One of those things is her solo show, Tales From the Soprano Isle, an evening of singing and storytelling. It comes to South Orange Performing Arts Center on March 10. She’s also currently appearing in The Detour on TBS, a comedy about a dysfunctional family, produced by comedians Samantha Bee and Jason Jones. The show’s third season premiered January 23.

All this comes on the heels of her latest Broadway stint, along with Amy Schumer, Keegan-Michael Key and Jeremy Shamos, in Steve Martin’s absurdist comedy, Meteor Shower, a limited-run production that ended in January.

Benanti’s passion for performing started young.

“She was theatrical from the get-go,” says her mother, Linda, a veteran vocal coach, who in her performing days appeared frequently in regional theater. Linda recalls her daughter as a 2-year-old, hamming it up on a sled in the family’s apartment. “She would get up on that sled and go, ‘Preeesenting!’ and start her routine.”

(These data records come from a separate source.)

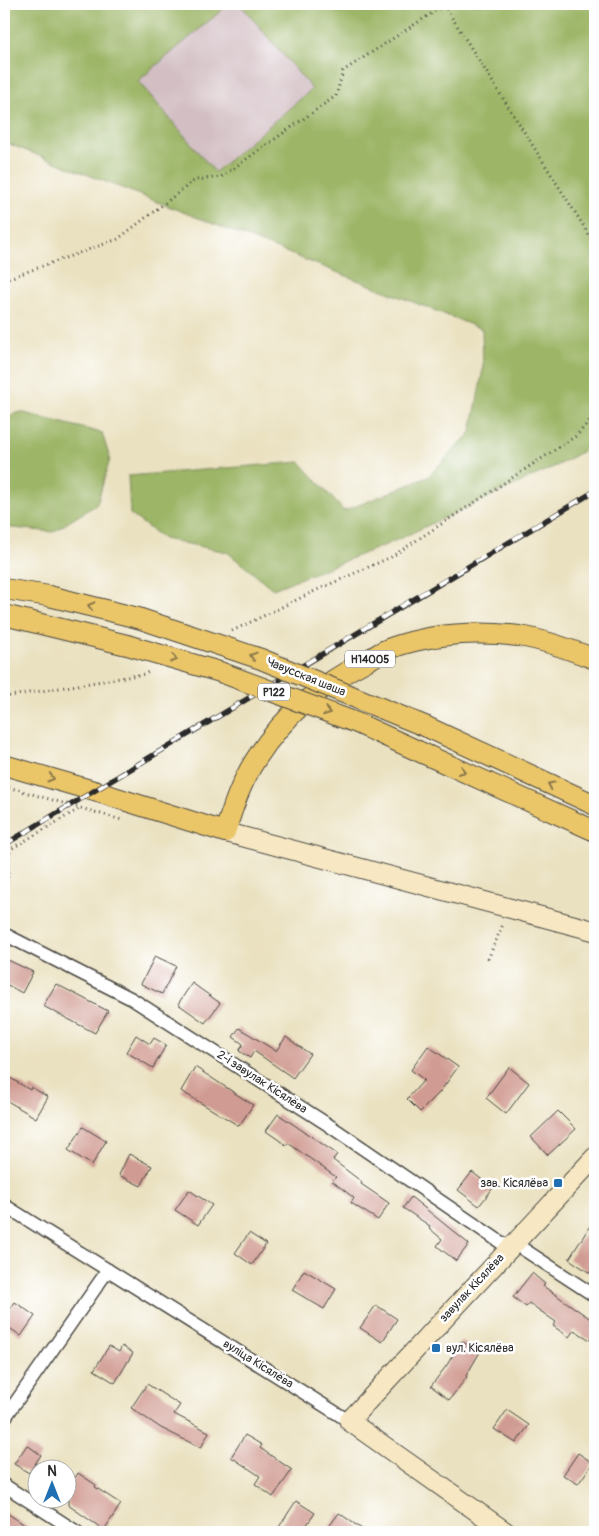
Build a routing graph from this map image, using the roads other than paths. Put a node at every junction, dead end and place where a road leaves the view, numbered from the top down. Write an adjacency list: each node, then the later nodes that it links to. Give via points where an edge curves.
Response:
1 (4, 589): 5 (main road, Чавусская шаша / Р122, one-way to 1, bridge, via 428,727 261,659 138,618 49,596)
2 (4, 615): 6 (main road, Чавусская шаша / Р122, one-way to 6, bridge, via 220,672 357,723)
3 (595, 659): 7 (main road, Н14005, via 520,636 472,634 431,638 391,648 350,669 310,696 278,728 255,760 237,794)
4 (4, 765): 7 (main road, one-way to 7)
5 (595, 805)
6 (595, 831)
7 (225, 832): 8 (street)
8 (595, 931)
9 (4, 934): 12 (street, 2-і завулак Кісялёва, via 132,999)
10 (595, 1157): 12 (street, завулак Кісялёва)
11 (4, 1205): 13 (street, вуліца Кісялёва)
12 (511, 1246): 14 (street, 2-і завулак Кісялёва); 16 (street, завулак Кісялёва)
13 (108, 1270): 15 (street); 16 (street, вуліца Кісялёва)
14 (595, 1296)
15 (4, 1419)
16 (349, 1421): 19 (street, вуліца Кісялёва)
17 (4, 1485): 18 (street)
18 (77, 1532)
19 (506, 1532)

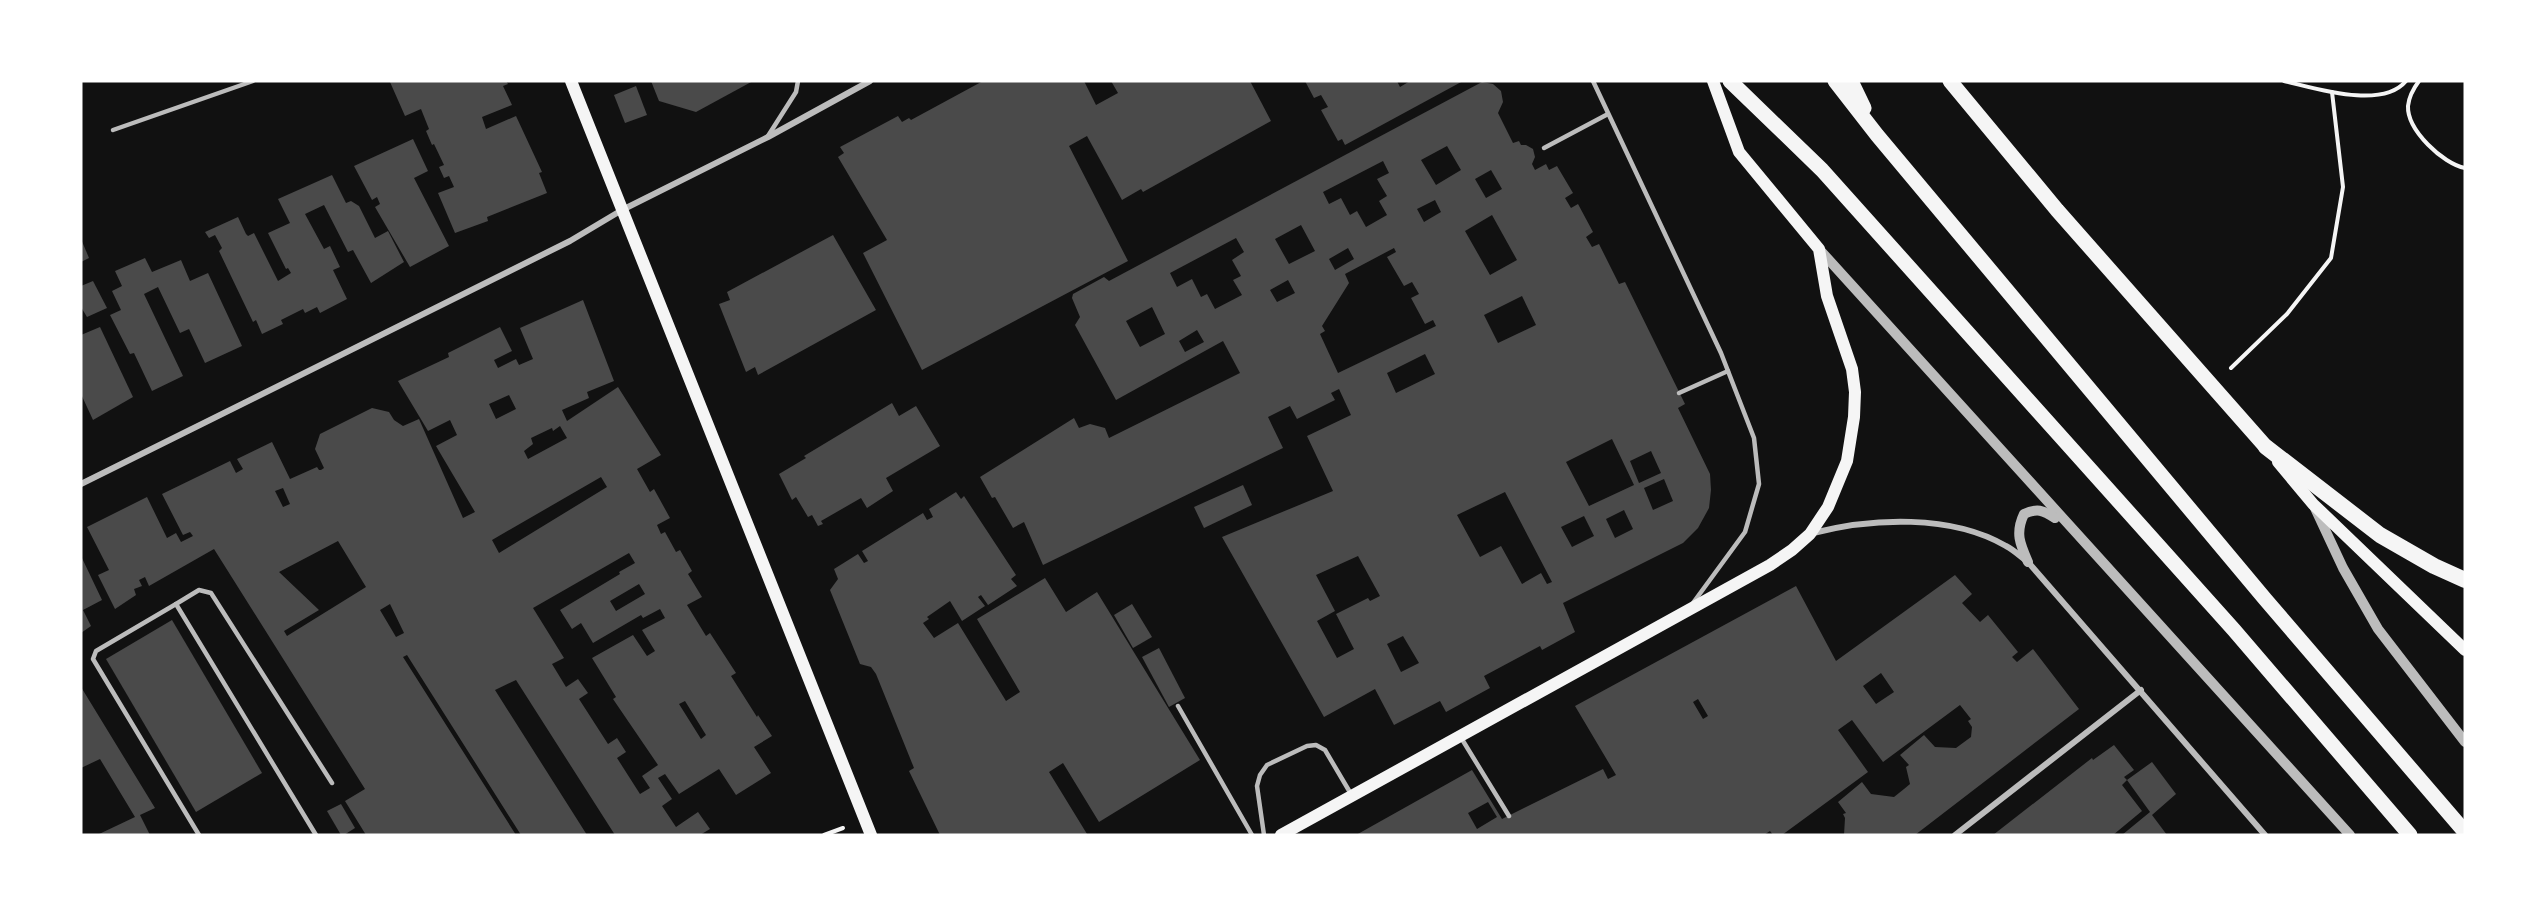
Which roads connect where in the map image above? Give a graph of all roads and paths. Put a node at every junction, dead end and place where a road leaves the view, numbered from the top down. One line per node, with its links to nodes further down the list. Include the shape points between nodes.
1 (253, 81): 16 (lane)
2 (571, 81): 21 (main road)
3 (798, 81): 18 (lane, via 796,92)
4 (870, 81): 18 (street)
5 (1593, 81): 15 (lane)
6 (1713, 81): 22 (main road, via 1739,152)
7 (1730, 81): 53 (main road, via 1822,171 2234,630)
8 (1835, 81): 17 (main road)
9 (1851, 81): 17 (main road)
10 (1950, 81): 24 (main road, via 2057,210)
11 (2284, 81): 14 (path)
12 (2406, 81): 14 (path, via 2393,91 2376,96)
13 (2419, 81): 20 (path, via 2410,94 2408,109 2416,131 2454,166)
14 (2332, 92): 24 (path, via 2343,187 2331,258 2287,314)
15 (1608, 114): 19 (lane); 23 (lane)
16 (114, 130)
17 (1877, 135): 43 (main road)
18 (768, 137): 21 (street)
19 (1544, 148)
20 (2465, 168)
21 (622, 210): 27 (street, via 570,241); 46 (main road)
22 (1819, 249): 29 (street); 30 (main road, via 1827,296 1852,369 1855,392 1844,470 1828,507)
23 (1728, 371): 25 (lane); 34 (lane, via 1754,438 1759,484 1745,532)
24 (2212, 385): 26 (main road)
25 (1679, 393)
26 (2266, 447): 28 (main road); 32 (highway, via 2380,535)
27 (81, 484)
28 (2313, 504): 35 (main road); 39 (street, via 2343,568 2378,628)
29 (2073, 532): 31 (street, via 2045,511 2036,509 2024,514 2018,526 2018,540); 52 (street)
30 (1810, 534): 31 (street, via 1870,523 1941,524 1980,534 2007,546); 34 (main road, via 1770,565)
31 (2028, 562): 36 (street)
32 (2465, 580)
33 (176, 604): 40 (lane, via 199,590 211,593); 44 (lane, via 96,651 93,659); 45 (lane)
34 (1689, 609): 38 (main road)
35 (2465, 650)
36 (2140, 690): 50 (street); 51 (street)
37 (1178, 706): 47 (lane)
38 (1460, 736): 41 (main road); 42 (lane)
39 (2465, 742)
40 (332, 783)
41 (1352, 796): 48 (lane, via 1325,750 1307,746 1268,765 1260,775 1257,786); 49 (main road)
42 (1509, 816)
43 (2465, 832)
44 (199, 835)
45 (316, 835)
46 (871, 835)
47 (1252, 835)
48 (1264, 835)
49 (1281, 835)
50 (1955, 835)
51 (2265, 835)
52 (2350, 835)
53 (2410, 835)

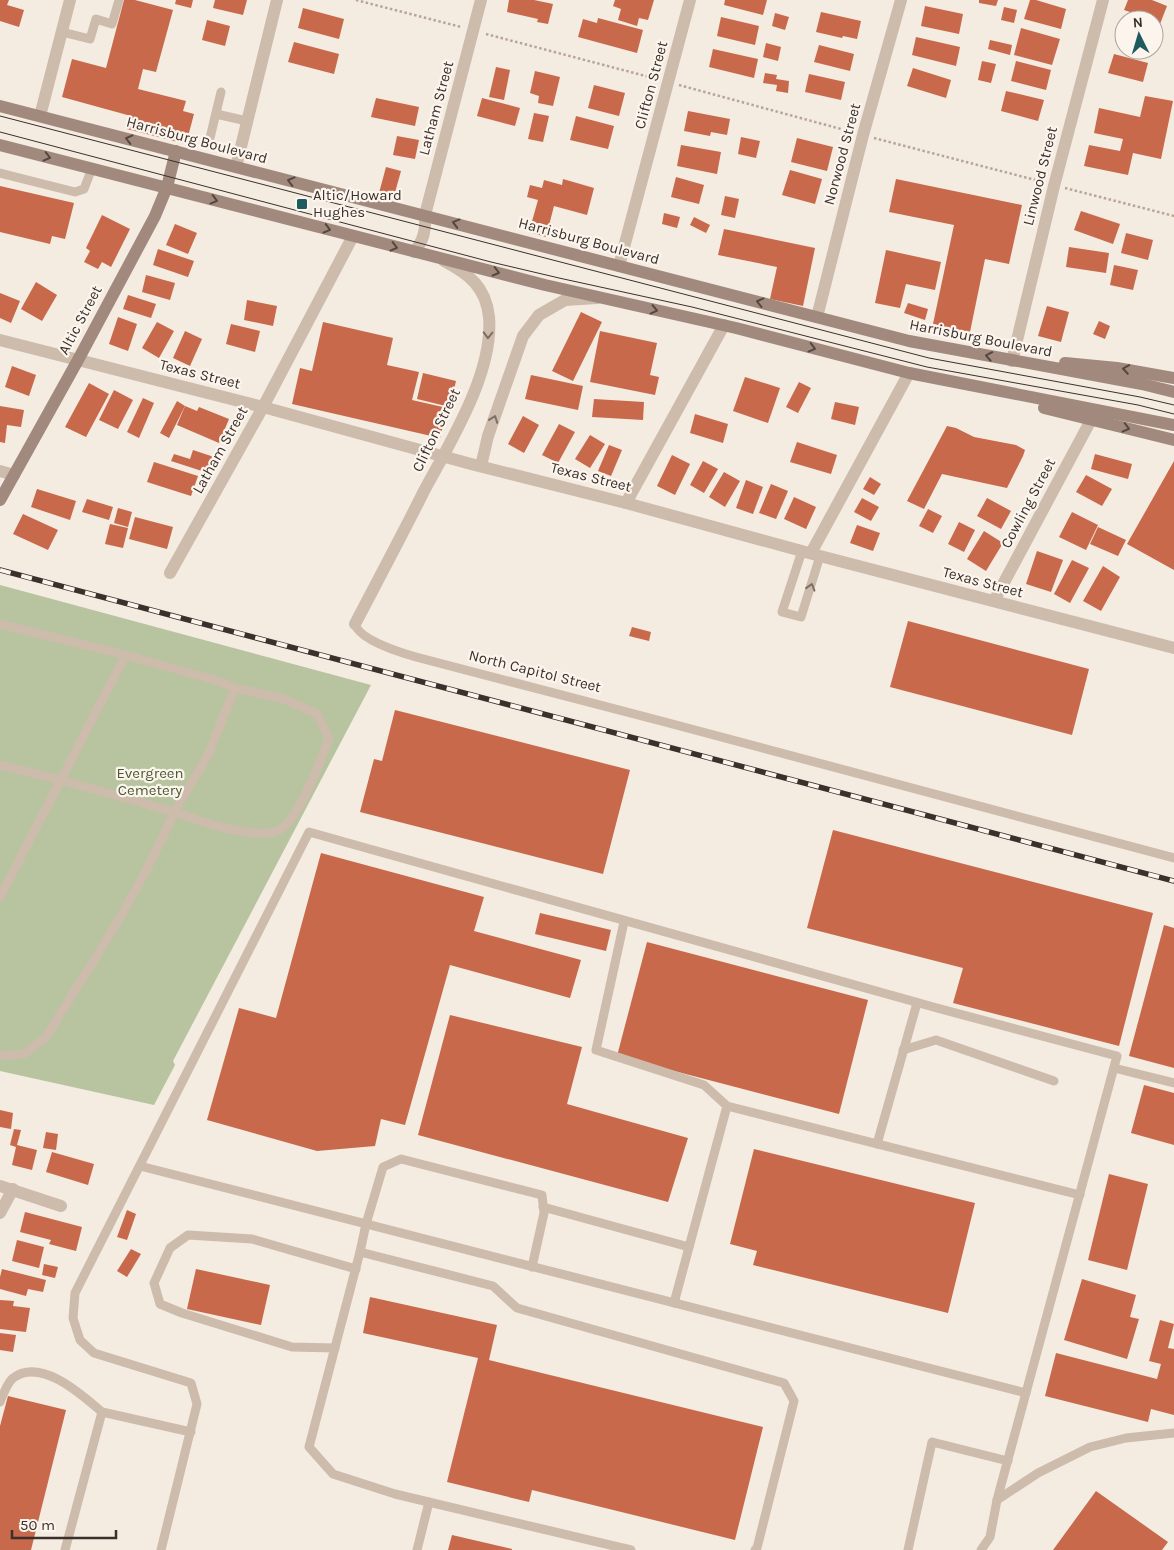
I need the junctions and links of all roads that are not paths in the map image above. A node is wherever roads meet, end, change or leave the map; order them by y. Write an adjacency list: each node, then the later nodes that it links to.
1 (70, 0): 8 (street)
2 (119, 0): 8 (lane)
3 (278, 0): 13 (street)
4 (481, 0): 21 (street, Latham Street)
5 (690, 0): 25 (street, Clifton Street)
6 (901, 0): 27 (street, Norwood Street)
7 (1103, 0): 31 (street, Linwood Street)
8 (62, 32): 12 (street)
9 (222, 92): 11 (lane)
10 (0, 106): 12 (main road, Harrisburg Boulevard)
11 (216, 114): 13 (lane); 14 (lane)
12 (40, 116): 16 (main road, Harrisburg Boulevard, one-way to 12)
13 (247, 121): 17 (street)
14 (209, 142)
15 (0, 145): 18 (main road, one-way to 18)
16 (176, 151): 17 (main road, Harrisburg Boulevard); 20 (main road, Altic Street)
17 (236, 167): 21 (main road, Harrisburg Boulevard, one-way to 17)
18 (92, 168): 19 (lane); 20 (main road)
19 (0, 173)
20 (167, 187): 22 (main road, one-way to 22); 30 (main road, Altic Street)
21 (425, 215): 23 (street, Latham Street); 25 (main road, Harrisburg Boulevard, one-way to 21)
22 (353, 236): 23 (main road, one-way to 23); 35 (street, Latham Street)
23 (414, 252): 24 (main road)
24 (437, 258): 26 (main road, one-way to 26); 39 (street, Clifton Street, one-way to 39)
25 (619, 266): 27 (main road, Harrisburg Boulevard, one-way to 25)
26 (602, 298): 28 (main road, one-way to 28); 40 (street, one-way to 26)
27 (816, 317): 31 (main road, Harrisburg Boulevard, one-way to 27)
28 (724, 325): 32 (main road, one-way to 32); 44 (street)
29 (0, 340): 30 (street, Texas Street)
30 (78, 360): 35 (street, Texas Street); 42 (main road, Altic Street)
31 (1012, 361): 33 (main road, one-way to 31); 34 (main road, Harrisburg Boulevard)
32 (909, 373): 36 (main road); 37 (main road); 45 (street)
33 (1174, 378)
34 (1174, 392)
35 (263, 407): 39 (street, Texas Street); 46 (street, Latham Street)
36 (1091, 420): 38 (main road, one-way to 38); 47 (street, Cowling Street)
37 (1174, 426)
38 (1174, 440)
39 (443, 456): 40 (street, Texas Street); 49 (street, Clifton Street)
40 (481, 466): 44 (street, Texas Street)
41 (0, 471): 42 (street)
42 (14, 475): 43 (main road, Altic Street)
43 (0, 500)
44 (626, 503): 45 (street, Texas Street)
45 (811, 553): 45 (lane, one-way to 45); 47 (street, Texas Street)
46 (170, 573)
47 (994, 602): 50 (street, Texas Street)
48 (0, 624): 51 (lane)
49 (355, 624): 56 (lane, North Capitol Street)
50 (1174, 648)
51 (125, 656): 52 (lane); 54 (lane)
52 (236, 688): 55 (lane); 55 (lane)
53 (0, 765): 54 (lane)
54 (61, 780): 55 (lane); 57 (lane)
55 (174, 812): 61 (lane)
56 (1174, 858)
57 (0, 898)
58 (624, 922): 59 (lane); 65 (lane); 67 (lane)
59 (917, 1003): 60 (lane); 62 (lane)
60 (903, 1050): 63 (lane); 66 (lane)
61 (0, 1056)
62 (1114, 1068): 64 (lane); 70 (lane)
63 (1054, 1081)
64 (1174, 1083)
65 (726, 1106): 66 (lane); 75 (lane)
66 (877, 1144): 70 (lane)
67 (140, 1166): 74 (lane); 84 (lane)
68 (0, 1186): 69 (street)
69 (13, 1189): 71 (street); 73 (street)
70 (1080, 1195): 81 (lane)
71 (61, 1206)
72 (543, 1207): 74 (lane); 75 (lane); 77 (lane)
73 (0, 1213)
74 (366, 1224): 76 (lane); 77 (lane)
75 (689, 1247): 79 (lane)
76 (360, 1252): 78 (lane); 94 (lane)
77 (532, 1267): 79 (lane)
78 (356, 1269): 80 (lane); 80 (lane)
79 (674, 1303): 81 (lane)
80 (335, 1348): 88 (lane)
81 (1026, 1393): 86 (lane)
82 (0, 1402): 83 (lane)
83 (102, 1412): 84 (lane); 90 (lane)
84 (191, 1432): 91 (lane)
85 (1174, 1433): 87 (lane)
86 (1008, 1461): 87 (lane); 95 (lane)
87 (997, 1500): 96 (lane)
88 (428, 1502): 89 (lane); 92 (lane)
89 (616, 1548): 93 (lane)
90 (65, 1550)
91 (162, 1550)
92 (417, 1550)
93 (631, 1550)
94 (755, 1550)
95 (908, 1550)
96 (981, 1550)

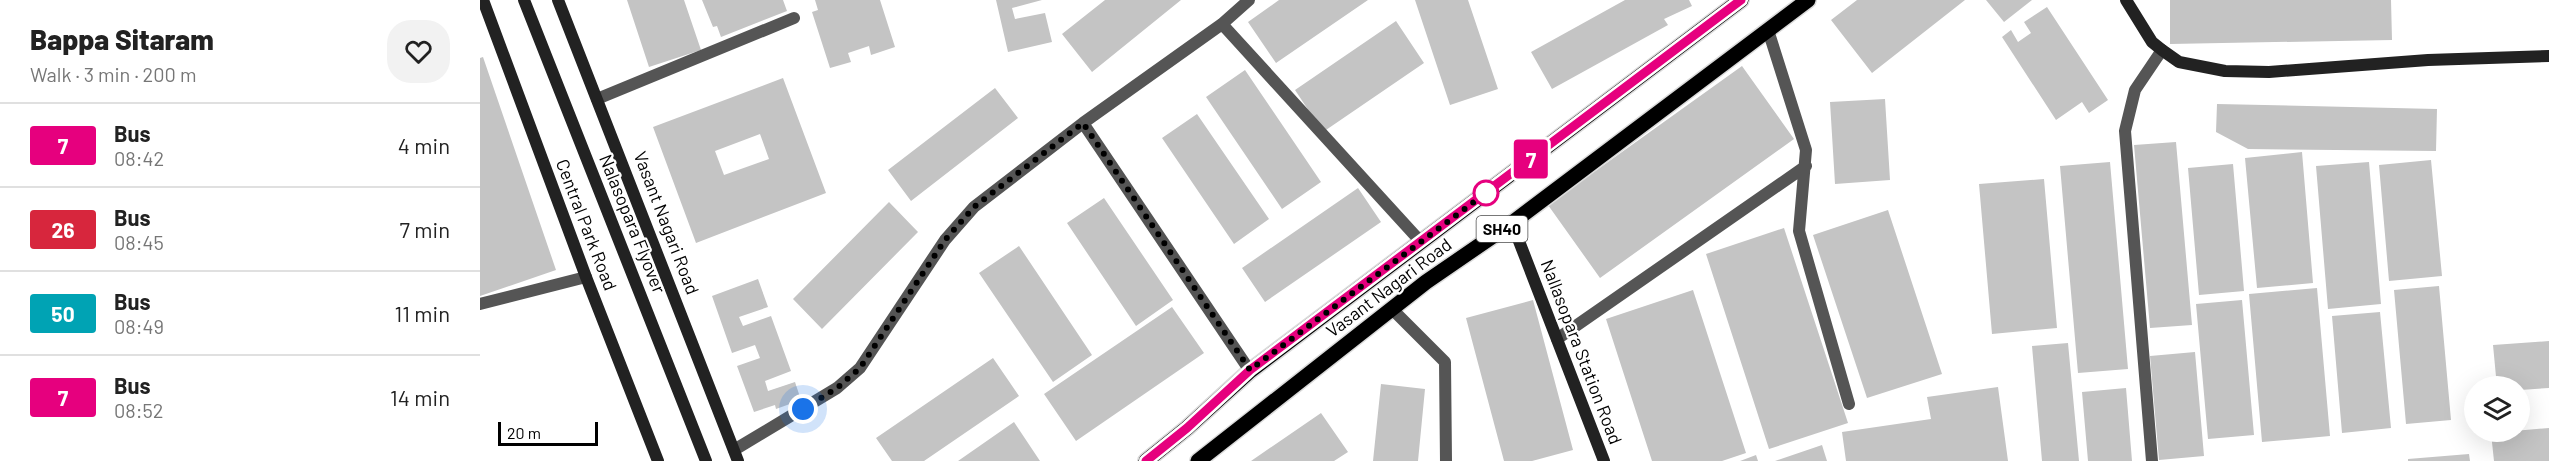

Benanti grew up listening to her mother’s voice lessons, first in a New York apartment, and from about age eight, in the family’s Kinnelon house with stepdad, Sal Benanti. “When she was a baby, she’d fall asleep under the piano, so some of it got in there very early by osmosis,” says Linda, who gave up her acting career to care for Laura and her half sister, Marielle.

As Laura got older, she took her own turn at the piano with her mother, who became her vocal coach. Linda still lives and teaches in Kinnelon.

Benanti, left, with her mother and vocal coach, Linda. Lately, the two talents have been sharing the stage in a cabaret show.

Benanti, left, with her mother and vocal coach, Linda. Lately, the two talents have been sharing the stage in a cabaret show. Photo courtesy of Alexa Brown

“I was always weird, but I was really driven,” says Benanti about her high-school self. “I was always the kid who was listening to musicals.” Naturally, she took to the boards at Kinnelon High School, appearing as Golde in Fiddler on the Roof, Fiona in Brigadoon, and Dolly Levi in Hello, Dolly! for which she won Paper Mill Playhouse’s first-ever Rising Star Award as a junior in 1996.

“It was a really big deal, and it was the start of my career,” says Benanti. “I owe pretty much everything to Paper Mill Playhouse.”

The role of Dolly Levi is written for an alto, but Benanti is a soprano, so she sang the part up an octave. “Everybody sat up and took notice because, even at 16 years old, her voice was such an exquisite instrument,” says Patrick Parker, Paper Mill’s associate artistic director.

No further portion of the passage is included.